======== Exercise materials ========
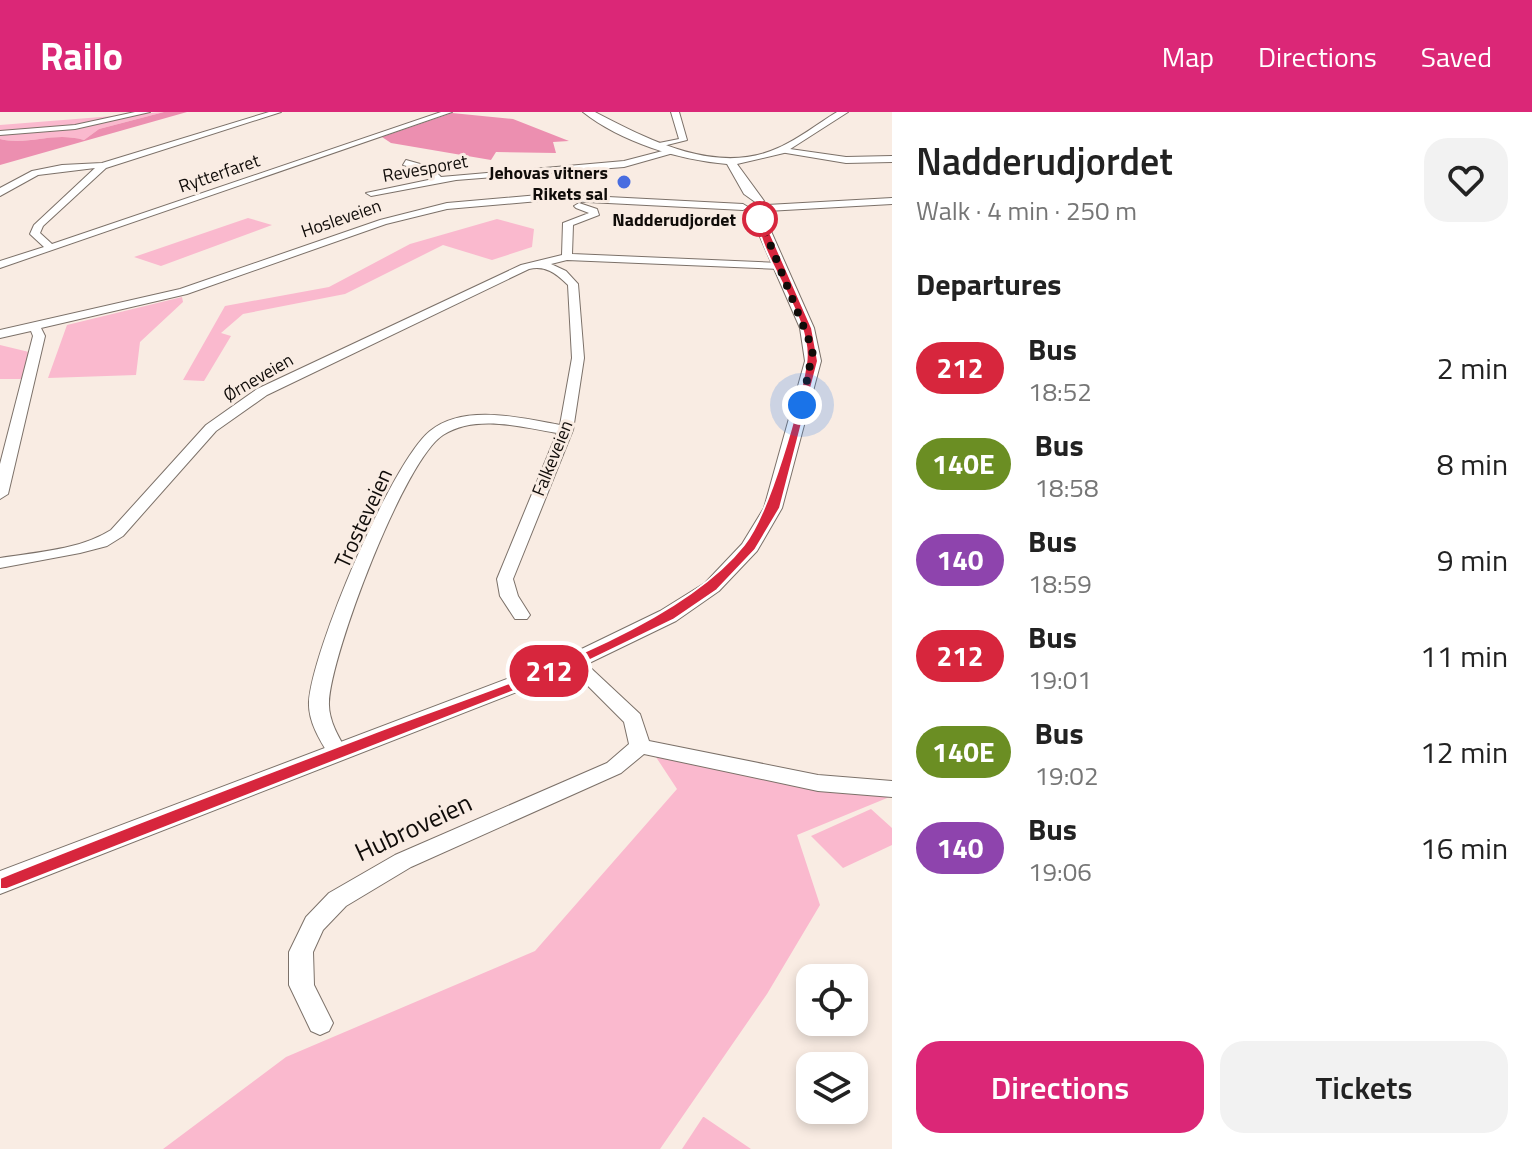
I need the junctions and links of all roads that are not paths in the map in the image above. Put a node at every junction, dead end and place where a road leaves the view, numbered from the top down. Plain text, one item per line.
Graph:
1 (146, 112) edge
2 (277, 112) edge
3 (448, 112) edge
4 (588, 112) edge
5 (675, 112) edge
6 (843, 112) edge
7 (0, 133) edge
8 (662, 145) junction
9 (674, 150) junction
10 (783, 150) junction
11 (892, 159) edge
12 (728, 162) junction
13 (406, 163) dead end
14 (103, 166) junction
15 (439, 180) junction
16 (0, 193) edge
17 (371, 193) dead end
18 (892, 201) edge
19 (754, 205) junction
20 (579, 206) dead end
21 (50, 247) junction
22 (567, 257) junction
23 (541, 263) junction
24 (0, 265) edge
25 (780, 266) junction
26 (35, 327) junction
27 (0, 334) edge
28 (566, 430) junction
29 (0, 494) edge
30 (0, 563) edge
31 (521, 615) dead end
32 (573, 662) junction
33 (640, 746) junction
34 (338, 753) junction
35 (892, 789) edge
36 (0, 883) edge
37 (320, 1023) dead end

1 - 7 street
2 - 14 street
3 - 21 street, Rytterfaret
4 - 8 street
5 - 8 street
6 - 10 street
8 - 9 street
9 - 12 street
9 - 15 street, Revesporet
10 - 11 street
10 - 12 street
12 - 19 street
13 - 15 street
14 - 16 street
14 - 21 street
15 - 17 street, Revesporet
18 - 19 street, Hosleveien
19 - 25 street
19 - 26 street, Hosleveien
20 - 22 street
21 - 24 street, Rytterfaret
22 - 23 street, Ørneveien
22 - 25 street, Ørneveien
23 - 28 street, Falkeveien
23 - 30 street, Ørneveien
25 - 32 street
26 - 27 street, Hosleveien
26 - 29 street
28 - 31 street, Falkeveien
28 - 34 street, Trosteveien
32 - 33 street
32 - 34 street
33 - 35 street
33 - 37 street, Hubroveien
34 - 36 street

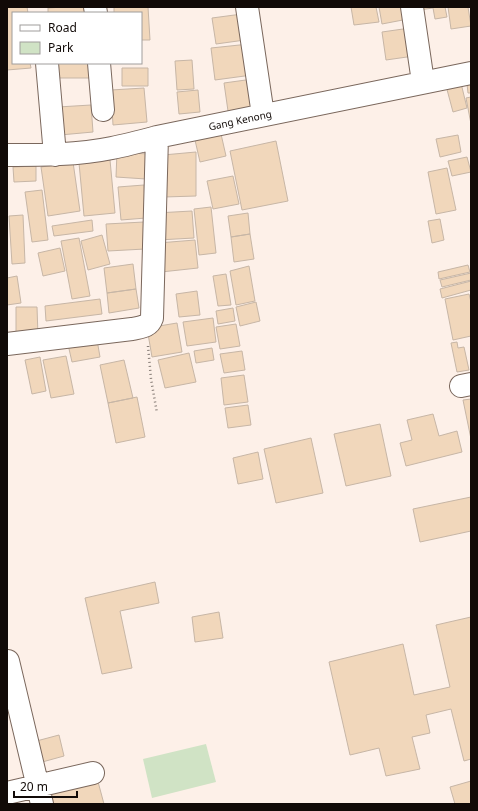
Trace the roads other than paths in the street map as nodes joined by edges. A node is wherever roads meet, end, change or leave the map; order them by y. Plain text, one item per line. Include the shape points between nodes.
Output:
========
(Assigned task)
Copy out every line in the records where the word "roads" is found.

(Output of the task)
I need the junctions and links of all roads that are not paths in the map in the image above. Put a node at every junction, dead end and place where a road leaves the view, numbered from the top down. Plain text, one item per line.
Trace the roads other than paths in the street map as nodes joined by edges. A node is wherever roads meet, end, change or leave the map; order them by y. Plain text, one item per line. Include the shape points between nodes.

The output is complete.